Выбрать главу

- Давид… дорогой брат!.. Неужели ты не узнаешь меня?! - придушенным голосом выговорил он.

- Лео… - еле слышно выговорил узник, раскрывая объятия.

- Марш вперед! - наконец, приказал Илья Дерягин, вновь входя в роль Жабова.

Мы покинули мрачную одиночку. «Белая тень» покорно выполняла приказы подложного Жабова.

Мы снова шли по тем же темным коридорам, никого теперь не встречая по пути. Тюремные служители торопливо прятались за углами, провожая нас лишь испуганными взглядами.

Мы беспрепятственно вышли из здания тюрьмы, свернули по двору к первым воротам. Карета нас ждала у вторых ворот. Узник вошел в карету. Я сел рядом с ним.
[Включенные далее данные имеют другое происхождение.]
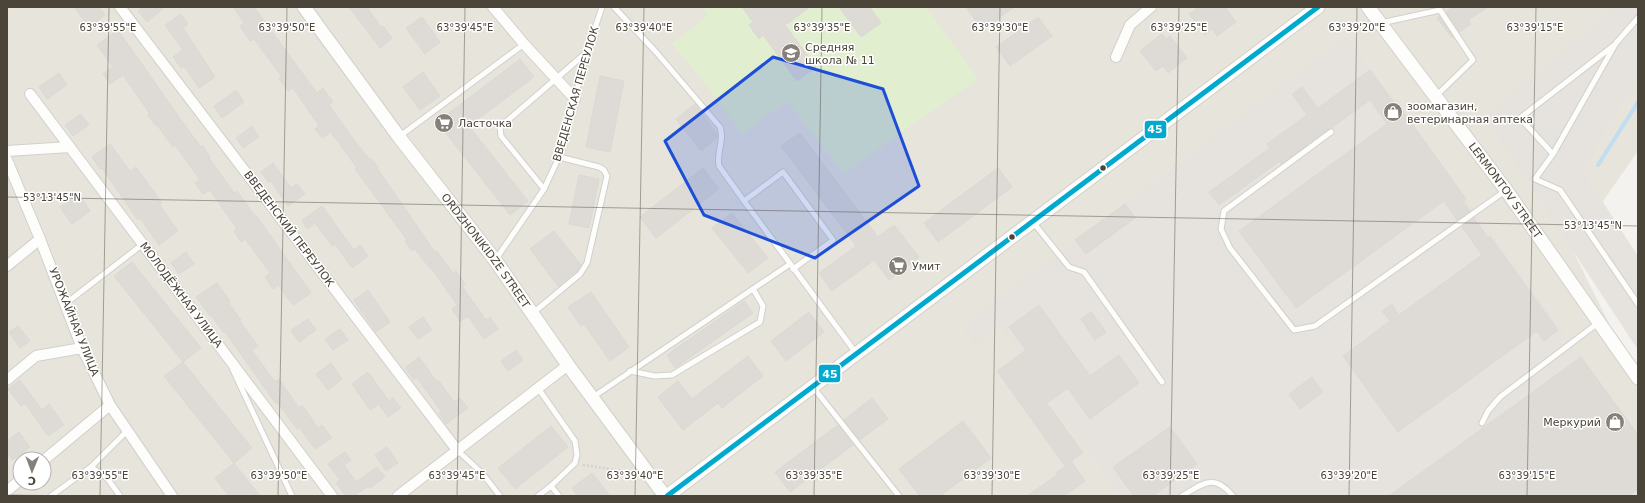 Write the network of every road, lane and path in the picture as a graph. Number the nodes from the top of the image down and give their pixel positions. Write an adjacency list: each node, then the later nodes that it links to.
1 (120, 7): 55 (street, ВВЕДЕНСКИЙ ПЕРЕУЛОК)
2 (304, 7): 20 (street, ORDZHONIKIDZE STREET)
3 (493, 7): 11 (street)
4 (602, 7): 13 (lane, ВВЕДЕНСКАЯ ПЕРЕУЛОК)
5 (614, 7): 28 (lane)
6 (1151, 7): 14 (street)
7 (1318, 7): 29 (street)
8 (1368, 7): 10 (street, LERMONTOV STREET)
9 (1638, 18): 12 (lane)
10 (1380, 23): 17 (street, LERMONTOV STREET); 17 (lane)
11 (524, 44): 15 (street); 20 (lane)
12 (1616, 44): 23 (lane); 23 (lane)
13 (587, 52): 15 (lane); 18 (lane, ВВЕДЕНСКАЯ ПЕРЕУЛОК)
14 (1116, 57)
15 (556, 78): 18 (street); 26 (lane)
16 (30, 94): 21 (street, МОЛОДЁЖНАЯ УЛИЦА)
17 (1435, 96): 27 (street, LERMONTOV STREET)
18 (575, 99): 24 (lane, ВВЕДЕНСКАЯ ПЕРЕУЛОК)
19 (1331, 132): 27 (lane)
20 (399, 136): 32 (street, ORDZHONIKIDZE STREET)
21 (70, 148): 22 (street); 31 (street, МОЛОДЁЖНАЯ УЛИЦА)
22 (7, 151)
23 (1553, 154): 38 (lane)
24 (559, 157): 26 (lane, ВВЕДЕНСКАЯ ПЕРЕУЛОК); 39 (lane)
25 (7, 160): 30 (street, УРОЖАЙНАЯ УЛИЦА)
26 (544, 189): 32 (lane, ВВЕДЕНСКАЯ ПЕРЕУЛОК)
27 (1506, 190): 40 (street, LERMONTOV STREET)
28 (744, 201): 33 (lane); 35 (lane)
29 (1033, 221): 42 (street); 48 (lane)
30 (40, 239): 34 (street); 37 (street, УРОЖАЙНАЯ УЛИЦА)
31 (143, 244): 37 (lane); 43 (street, МОЛОДЁЖНАЯ УЛИЦА)
32 (495, 260): 39 (street, ORDZHONIKIDZE STREET)
33 (790, 264): 35 (lane); 36 (lane)
34 (7, 266)
35 (793, 269): 42 (lane)
36 (753, 289): 45 (lane); 45 (lane)
37 (65, 304): 41 (street, УРОЖАЙНАЯ УЛИЦА)
38 (1638, 304)
39 (533, 313): 44 (street, ORDZHONIKIDZE STREET)
40 (1599, 322): 46 (street, LERMONTOV STREET); 53 (lane)
41 (82, 348): 47 (street); 52 (street, УРОЖАЙНАЯ УЛИЦА)
42 (856, 354): 49 (street)
43 (226, 355): 64 (lane); 65 (street, МОЛОДЁЖНАЯ УЛИЦА)
44 (568, 365): 50 (street); 51 (street, ORDZHONIKIDZE STREET)
45 (630, 371): 51 (lane)
46 (1638, 378)
47 (7, 380)
48 (1162, 382)
49 (812, 387): 70 (street); 71 (lane)
50 (538, 388): 55 (street); 57 (lane)
51 (592, 397): 70 (street, ORDZHONIKIDZE STREET)
52 (110, 405): 54 (street, УРОЖАЙНАЯ УЛИЦА); 56 (street)
53 (1482, 423)
54 (127, 431): 58 (lane); 63 (street, УРОЖАЙНАЯ УЛИЦА)
55 (457, 450): 66 (street); 67 (lane)
56 (52, 453)
57 (575, 463): 59 (path); 60 (lane)
58 (92, 467): 61 (lane); 62 (lane)
59 (624, 471)
60 (551, 486): 68 (lane); 69 (lane)
61 (51, 496)
62 (120, 496)
63 (172, 496)
64 (292, 496)
65 (332, 496)
66 (398, 496)
67 (500, 496)
68 (538, 496)
69 (559, 496)
70 (666, 496)
71 (899, 496)
72 (1182, 496): 73 (lane)
73 (1233, 496)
Через несколько минут вернулся из комендантской Жабов-Дерягин. Распахнулись третьи ворота, и мы выскочили из тюремного ада. Мнимые жандармы уселись рядом с кучером.

Добравшись до оживленных улиц, черная тюремная карета помчалась с бешеной быстротой, сея страх и чувство омерзения вокруг себя.

В дороге наша белая тень, конечно, приняла человеческий облик.

Давиду Аденцу помогли раздеться и смазали тело особой мазью, немедленно же погасившей окутывавшее его фосфорическое сияние. Я увидел его в таком же виде, каким описывал своих товарищей по ссылке мой опекун. Давид Аденц был черен, как сажа, прямо неузнаваем…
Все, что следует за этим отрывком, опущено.